I asked Ignazio Giacalone: “What are they singing?”

He replied that it was a favourite song among the popolino of Trapani about a girl who did not want to be seen going about with a man. “The people in this place,” says the song, “are very ill-natured, and if they see you and me together, they will talk,” &c.

I do not say that there was any descent here from Nausicaa’s speech to Ulysses, but I felt as though that speech was still in the air. [Od. VI. 273.]

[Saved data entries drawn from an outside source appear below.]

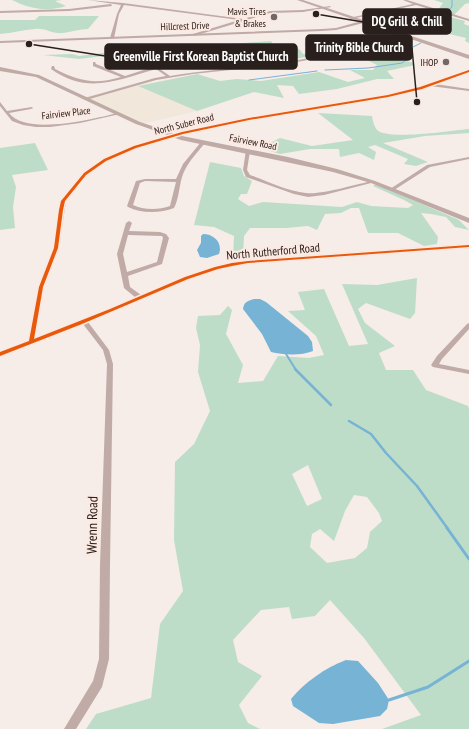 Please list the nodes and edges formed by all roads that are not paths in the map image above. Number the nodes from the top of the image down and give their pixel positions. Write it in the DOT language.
graph roads {
  1 [pos="89,0"];
  2 [pos="299,0"];
  3 [pos="308,0"];
  4 [pos="404,0"];
  5 [pos="121,4"];
  6 [pos="416,4"];
  7 [pos="330,7"];
  8 [pos="324,8"];
  9 [pos="0,12"];
  10 [pos="357,16"];
  11 [pos="351,18"];
  12 [pos="242,20"];
  13 [pos="469,20"];
  14 [pos="366,21"];
  15 [pos="403,33"];
  16 [pos="194,35"];
  17 [pos="112,38"];
  18 [pos="0,42"];
  19 [pos="469,53"];
  20 [pos="469,57"];
  21 [pos="94,62"];
  22 [pos="148,62"];
  23 [pos="52,67"];
  24 [pos="155,68"];
  25 [pos="0,69"];
  26 [pos="469,71"];
  27 [pos="124,77"];
  28 [pos="170,77"];
  29 [pos="429,85"];
  30 [pos="469,90"];
  31 [pos="86,100"];
  32 [pos="0,103"];
  33 [pos="32,108"];
  34 [pos="7,112"];
  35 [pos="118,114"];
  36 [pos="172,135"];
  37 [pos="203,143"];
  38 [pos="248,151"];
  39 [pos="469,158"];
  40 [pos="179,181"];
  41 [pos="373,182"];
  42 [pos="392,190"];
  43 [pos="469,221"];
  44 [pos="129,222"];
  45 [pos="126,233"];
  46 [pos="469,246"];
  47 [pos="125,275"];
  48 [pos="140,298"];
  49 [pos="84,321"];
  50 [pos="469,325"];
  51 [pos="31,342"];
  52 [pos="0,354"];
  53 [pos="469,372"];
  54 [pos="70,729"];
  1 -- 5 [label="street"];
  2 -- 8 [label="main road"];
  3 -- 7 [label="main road"];
  4 -- 6 [label="street"];
  5 -- 9 [label="street"];
  5 -- 12 [label="street"];
  5 -- 17 [label="street"];
  6 -- 10 [label="street"];
  6 -- 13 [label="street"];
  7 -- 8 [label="street"];
  7 -- 10 [label="main road"];
  8 -- 11 [label="main road"];
  8 -- 12 [label="street"];
  10 -- 11 [label="street"];
  10 -- 14 [label="main road"];
  11 -- 14 [label="main road"];
  12 -- 16 [label="street"];
  14 -- 15 [label="main road"];
  14 -- 16 [label="street, Hillcrest Drive"];
  15 -- 19 [label="main road"];
  15 -- 20 [label="main road"];
  15 -- 28 [label="street"];
  16 -- 17 [label="street, Hillcrest Drive"];
  17 -- 18 [label="street, Hillcrest Drive"];
  21 -- 27 [label="street"];
  22 -- 24 [label="street"];
  23 -- 27 [label="street"];
  24 -- 27 [label="street"];
  24 -- 28 [label="street"];
  25 -- 31 [label="street, Fairview Road"];
  26 -- 29 [label="street, North Suber Road"];
  28 -- 31 [label="street"];
  29 -- 30 [label="street"];
  29 -- 36 [label="street, North Suber Road"];
  31 -- 35 [label="street, Fairview Road"];
  32 -- 34 [label="street, Fairview Place"];
  33 -- 34 [label="street"];
  34 -- 35 [label="street, Fairview Place"];
  35 -- 36 [label="street, Fairview Road"];
  36 -- 37 [label="street, Fairview Road"];
  36 -- 51 [label="street, North Suber Road"];
  37 -- 38 [label="street, Fairview Road"];
  37 -- 40 [label="street"];
  38 -- 41 [label="street, Fairview Road"];
  38 -- 41 [label="street"];
  39 -- 42 [label="street"];
  40 -- 40 [label="street"];
  41 -- 42 [label="street, Fairview Road"];
  42 -- 43 [label="street, Fairview Road"];
  44 -- 45 [label="street"];
  45 -- 47 [label="street"];
  45 -- 47 [label="street"];
  46 -- 48 [label="street, North Rutherford Road"];
  47 -- 48 [label="street"];
  48 -- 49 [label="street, North Rutherford Road"];
  49 -- 51 [label="street, North Rutherford Road"];
  49 -- 54 [label="street, Wrenn Road"];
  50 -- 53 [label="street"];
  51 -- 52 [label="street, North Rutherford Road"];
} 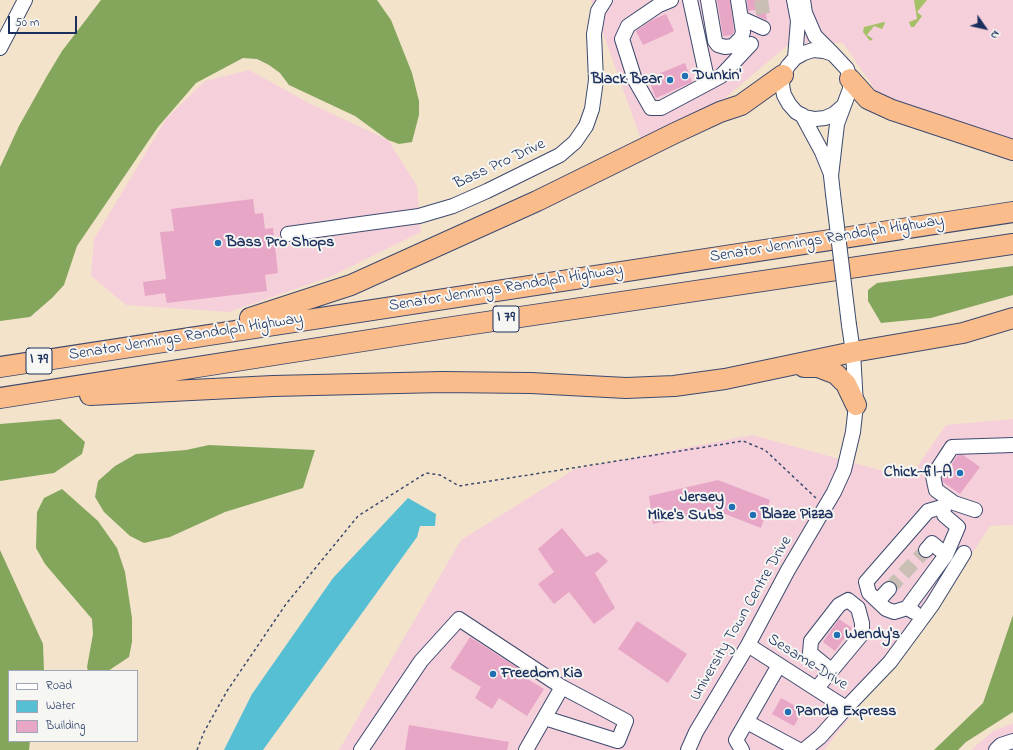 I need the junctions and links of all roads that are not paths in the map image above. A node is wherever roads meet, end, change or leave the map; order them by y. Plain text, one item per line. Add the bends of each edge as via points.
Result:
1 (25, 0) edge
2 (605, 0) edge
3 (670, 0) edge
4 (690, 0) edge
5 (708, 0) edge
6 (738, 0) edge
7 (794, 0) edge
8 (804, 0) edge
9 (741, 18) junction
10 (713, 31) junction
11 (699, 37) junction
12 (0, 48) edge
13 (833, 54) junction
14 (795, 58) junction
15 (783, 75) junction
16 (850, 78) junction
17 (708, 83) junction
18 (842, 107) junction
19 (802, 115) junction
20 (1013, 150) edge
21 (831, 176) junction
22 (1013, 212) edge
23 (288, 234) dead end
24 (1013, 244) edge
25 (1013, 318) edge
26 (853, 352) junction
27 (79, 355) junction
28 (786, 366) junction
29 (0, 367) edge
30 (0, 398) edge
31 (0, 402) edge
32 (856, 405) junction
33 (1013, 444) edge
34 (976, 510) dead end
35 (920, 520) junction
36 (964, 552) dead end
37 (946, 555) junction
38 (889, 590) tunnel mouth
39 (878, 602) junction
40 (907, 608) junction
41 (923, 618) junction
42 (748, 645) junction
43 (780, 665) junction
44 (831, 670) junction
45 (562, 687) junction
46 (818, 688) junction
47 (846, 708) junction
48 (545, 718) junction
49 (747, 722) junction
50 (1013, 741) edge
51 (361, 750) edge
52 (526, 750) edge
53 (688, 750) edge
54 (742, 750) edge
55 (799, 750) edge
56 (804, 750) edge
57 (996, 750) edge

1 - 12 street
2 - 23 street, Bass Pro Drive via 598,11 594,34 596,80 592,109 586,126 575,142 560,155 487,192 440,210 419,216
3 - 17 street via 628,26 622,39 635,80 651,108 662,108
4 - 11 street
5 - 10 street
6 - 9 street
7 - 14 street via 798,21
8 - 13 street via 805,13 815,36
9 - 10 street via 743,32 733,46 718,45
9 - 17 street via 759,33 721,76
10 - 11 street
11 - 17 street
13 - 14 street via 814,50
13 - 16 street via 847,69
14 - 15 street
15 - 19 street, University Town Centre Drive via 784,95 789,104
15 - 27 highway via 741,105 688,127 537,202 351,285 244,320 168,334
16 - 18 street, University Town Centre Drive via 850,89
16 - 20 highway via 868,99 892,110
18 - 19 street via 825,118 815,119
18 - 21 street, University Town Centre Drive via 837,124
19 - 21 street, University Town Centre Drive via 819,146
21 - 26 street, University Town Centre Drive, bridge
22 - 27 highway, Senator Jennings Randolph Highway / I 79
24 - 30 highway, Senator Jennings Randolph Highway / I 79 via 446,328
25 - 26 highway via 963,333
26 - 28 highway
26 - 32 street, University Town Centre Drive
27 - 29 highway, Senator Jennings Randolph Highway / I 79
28 - 31 highway via 718,380 642,388 442,382 281,385
28 - 32 highway via 818,367 836,374 846,384
32 - 42 street, University Town Centre Drive via 844,470 826,507 788,570
33 - 34 street via 952,447 933,476 936,490 954,503
35 - 37 street via 929,546
35 - 37 street via 928,511 943,514 958,527
35 - 39 street via 866,582 869,594
36 - 41 street, Sesame Drive
37 - 40 street
38 - 39 street
39 - 40 street via 894,612
40 - 41 street
41 - 47 street, Sesame Drive via 890,662
42 - 43 street, Sesame Drive
42 - 53 street, University Town Centre Drive
43 - 46 street, Sesame Drive
43 - 49 street
44 - 44 street via 862,634 858,608 848,600 839,605 811,641 810,653
44 - 46 street
45 - 48 street
45 - 48 street via 626,721 618,741
45 - 51 street via 459,619 421,661
46 - 47 street, Sesame Drive
47 - 56 street via 820,737
48 - 52 street
49 - 54 street via 736,740
49 - 55 street
50 - 57 street via 1001,745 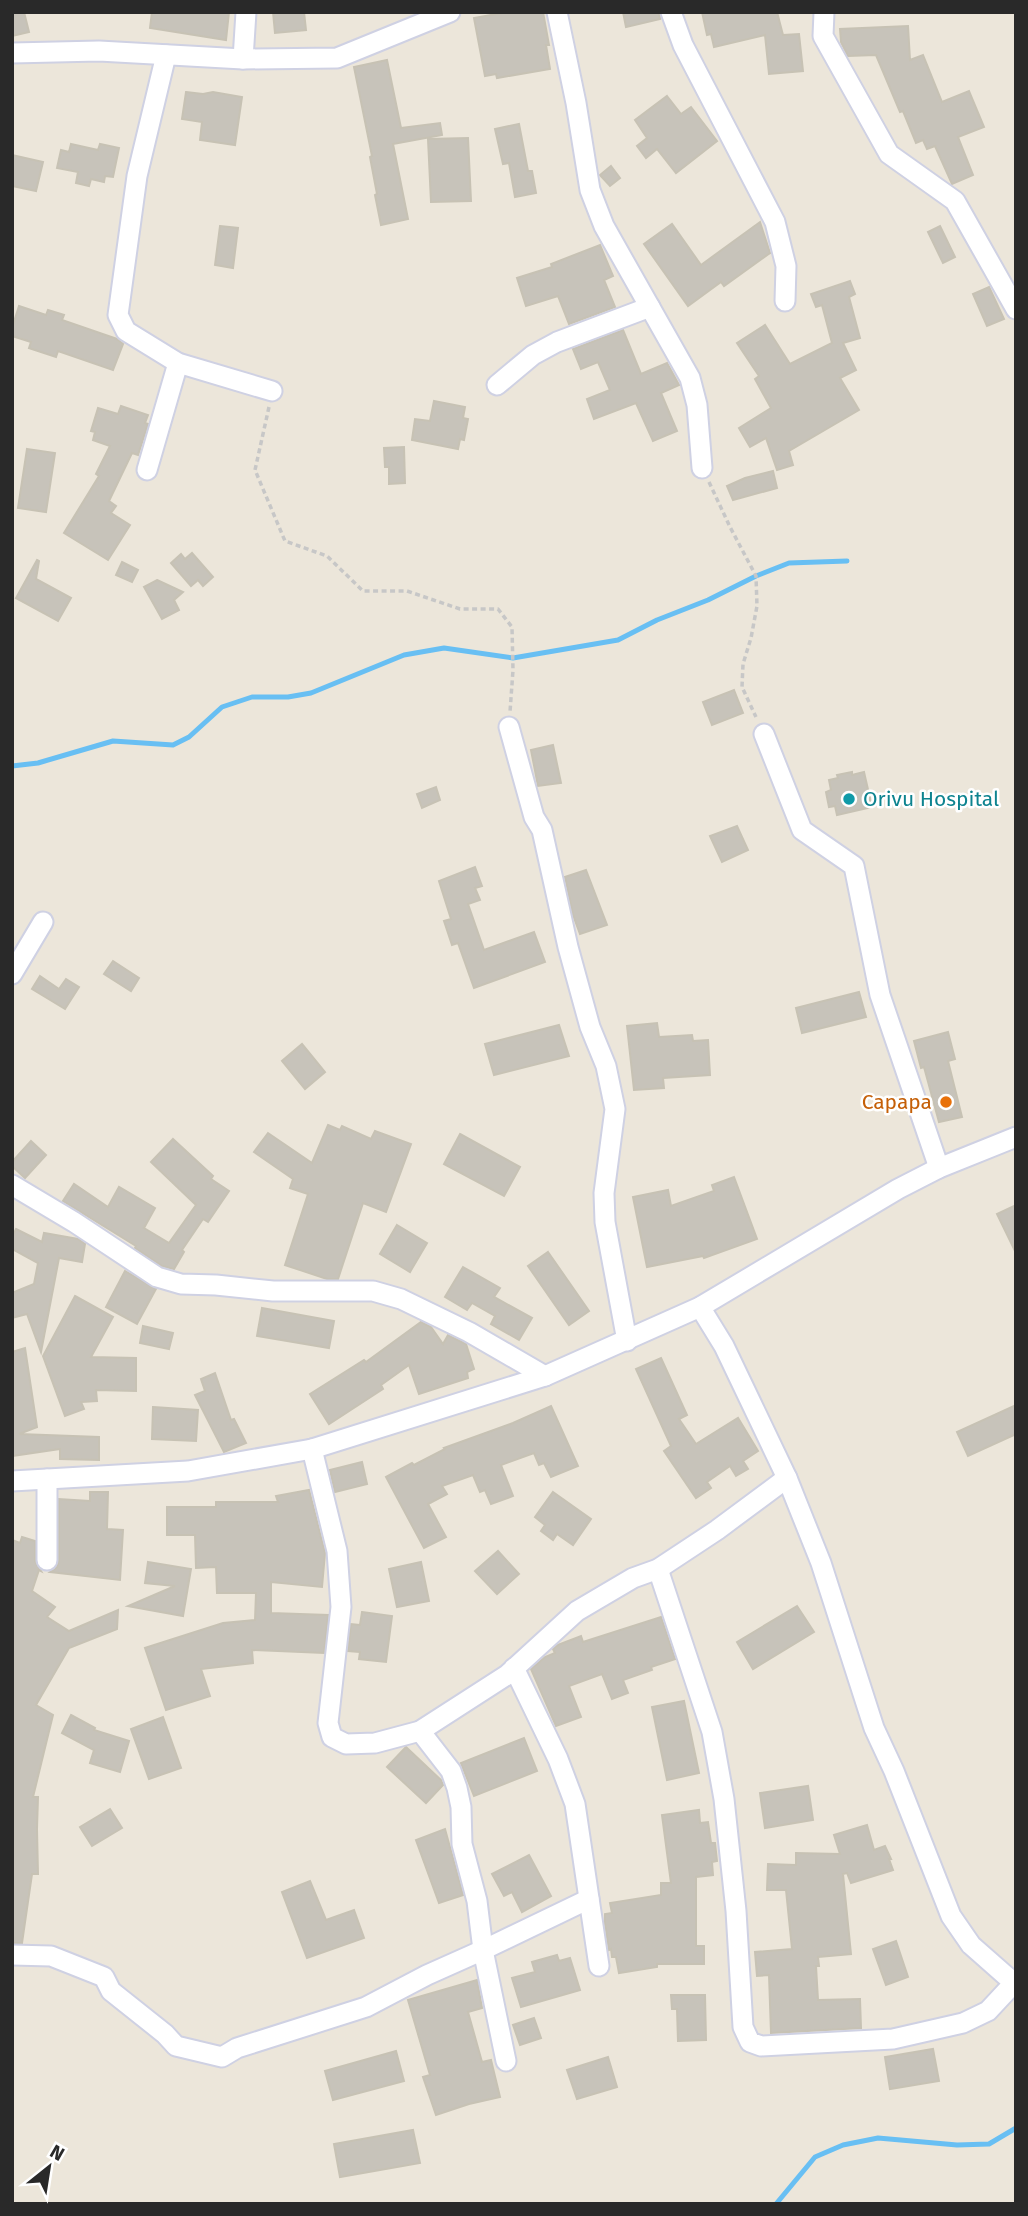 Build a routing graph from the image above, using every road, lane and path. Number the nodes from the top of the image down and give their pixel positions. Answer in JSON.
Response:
{"nodes":[{"id":1,"x":246,"y":12,"type":"edge"},
{"id":2,"x":450,"y":12,"type":"edge"},
{"id":3,"x":557,"y":12,"type":"edge"},
{"id":4,"x":671,"y":12,"type":"edge"},
{"id":5,"x":824,"y":12,"type":"edge"},
{"id":6,"x":12,"y":53,"type":"edge"},
{"id":7,"x":166,"y":55,"type":"junction"},
{"id":8,"x":243,"y":59,"type":"junction"},
{"id":9,"x":785,"y":301,"type":"dead end"},
{"id":10,"x":650,"y":307,"type":"junction"},
{"id":11,"x":1016,"y":309,"type":"edge"},
{"id":12,"x":178,"y":363,"type":"junction"},
{"id":13,"x":497,"y":385,"type":"dead end"},
{"id":14,"x":272,"y":391,"type":"joint"},
{"id":15,"x":702,"y":468,"type":"joint"},
{"id":16,"x":146,"y":470,"type":"dead end"},
{"id":17,"x":509,"y":727,"type":"joint"},
{"id":18,"x":764,"y":734,"type":"joint"},
{"id":19,"x":43,"y":922,"type":"dead end"},
{"id":20,"x":12,"y":974,"type":"edge"},
{"id":21,"x":1016,"y":1137,"type":"edge"},
{"id":22,"x":939,"y":1168,"type":"junction"},
{"id":23,"x":12,"y":1185,"type":"edge"},
{"id":24,"x":701,"y":1307,"type":"junction"},
{"id":25,"x":627,"y":1341,"type":"junction"},
{"id":26,"x":545,"y":1376,"type":"junction"},
{"id":27,"x":312,"y":1449,"type":"junction"},
{"id":28,"x":787,"y":1478,"type":"junction"},
{"id":29,"x":47,"y":1479,"type":"junction"},
{"id":30,"x":12,"y":1481,"type":"edge"},
{"id":31,"x":47,"y":1560,"type":"dead end"},
{"id":32,"x":658,"y":1569,"type":"junction"},
{"id":33,"x":514,"y":1668,"type":"junction"},
{"id":34,"x":420,"y":1731,"type":"junction"},
{"id":35,"x":589,"y":1899,"type":"junction"},
{"id":36,"x":483,"y":1950,"type":"junction"},
{"id":37,"x":12,"y":1955,"type":"edge"},
{"id":38,"x":599,"y":1966,"type":"dead end"},
{"id":39,"x":506,"y":2061,"type":"dead end"}],
"edges":[{"from":1,"to":8,"type":"street"},
{"from":2,"to":8,"type":"street"},
{"from":3,"to":10,"type":"street"},
{"from":4,"to":9,"type":"street"},
{"from":5,"to":11,"type":"street"},
{"from":6,"to":7,"type":"street"},
{"from":7,"to":8,"type":"street"},
{"from":7,"to":12,"type":"street"},
{"from":10,"to":13,"type":"street"},
{"from":10,"to":15,"type":"street"},
{"from":12,"to":14,"type":"street"},
{"from":12,"to":16,"type":"street"},
{"from":14,"to":17,"type":"path"},
{"from":15,"to":18,"type":"path"},
{"from":17,"to":25,"type":"street"},
{"from":18,"to":22,"type":"street"},
{"from":19,"to":20,"type":"street"},
{"from":21,"to":22,"type":"street"},
{"from":22,"to":24,"type":"street"},
{"from":23,"to":26,"type":"street"},
{"from":24,"to":25,"type":"street"},
{"from":24,"to":28,"type":"street"},
{"from":25,"to":26,"type":"street"},
{"from":26,"to":27,"type":"street"},
{"from":27,"to":29,"type":"street"},
{"from":27,"to":34,"type":"street"},
{"from":28,"to":32,"type":"street"},
{"from":28,"to":32,"type":"street"},
{"from":29,"to":30,"type":"street"},
{"from":29,"to":31,"type":"street"},
{"from":32,"to":33,"type":"street"},
{"from":33,"to":34,"type":"street"},
{"from":33,"to":35,"type":"street"},
{"from":34,"to":36,"type":"street"},
{"from":35,"to":36,"type":"street"},
{"from":35,"to":38,"type":"street"},
{"from":36,"to":37,"type":"street"},
{"from":36,"to":39,"type":"street"}]} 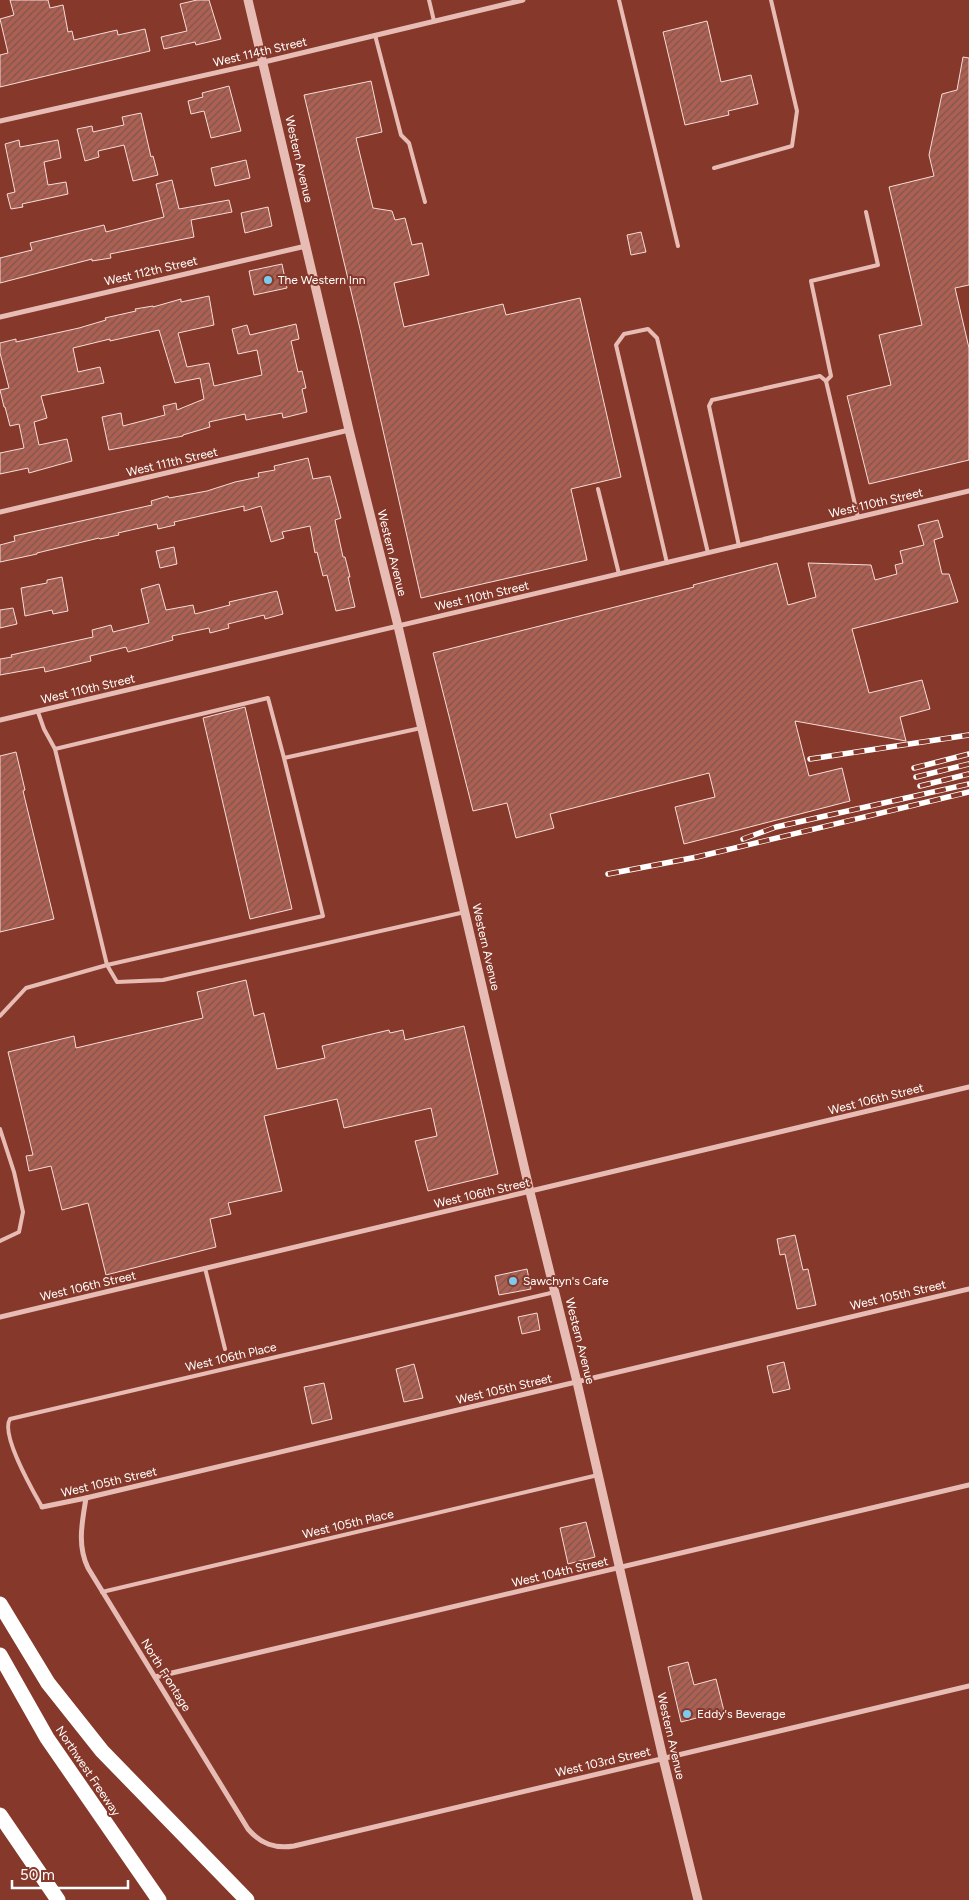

I reckon Gadshill and Trapani as perhaps the two most classic grounds that I frequent familiarly, and at each I have seemed to hear echoes of the scenes that have made them famous. Not that what I heard at Gadshill is like any particular passage in Shakespeare.

Waiting to be Hired

At Castelvetrano (about thirty miles from Trapani) I had to start the next morning at 4 a.m. to see the ruins of Selinunte, and slept lightly with my window open. About two o’clock I began to hear a buzz of conversation in the piazza outside and it kept me awake, so I got up to shut the window and see what it was. I found it came from a long knot of men standing about, two deep, but not strictly marshalled. When I got up at half-past three, it was still dark and the men were still there, though perhaps not so many. I enquired and found they were standing to be hired for the day, any one wanting labourers would come there, engage as many as he wanted and go off with them, others would come up, and so on till about four o’clock, after which no one would hire, the day being regarded as short in weight after that hour. Being so collected the men gossip over their own and other people’s affairs—wonder who was that fine-looking stranger going about yesterday with Nausicaa, and so on. [Od. VI. 273.] This, in fact, is their club and the place where the public opinion of the district is formed.

Ilium and Padua

The story of the Trojan horse is more nearly within possibility than we should readily suppose. In 1848, during the rebellion of the North Italians against the Austrians, eight or nine young men, for whom the authorities were hunting, hid themselves inside Donatello’s wooden horse in the Salone at Padua and lay there for five days, being fed through the trap door on the back of the horse with the connivance of the custode of the Salone. No doubt they were let out for a time at night. When pursuit had become less hot, their friends smuggled them away. One of those who had been shut up was still living in 1898 and, on the occasion of the jubilee festivities, was carried round the town in triumph.

Eumaeus and Lord Burleigh

The inference which Arthur Platt (Journal of Philology, Vol. 24, No. 47) wishes to draw from Eumaeus being told to bring Ulysses’ bow ἀνὰ δώματα (Od. XXI. 234) suggests to met to me the difference which some people in future ages may wish to draw between the character of Lord Burleigh’s steps in Tennyson’s poem, according as he was walking up or pacing down. Wherefrom also the critic will argue that the scene of Lord Burleigh’s weeping must have been on an inclined plane.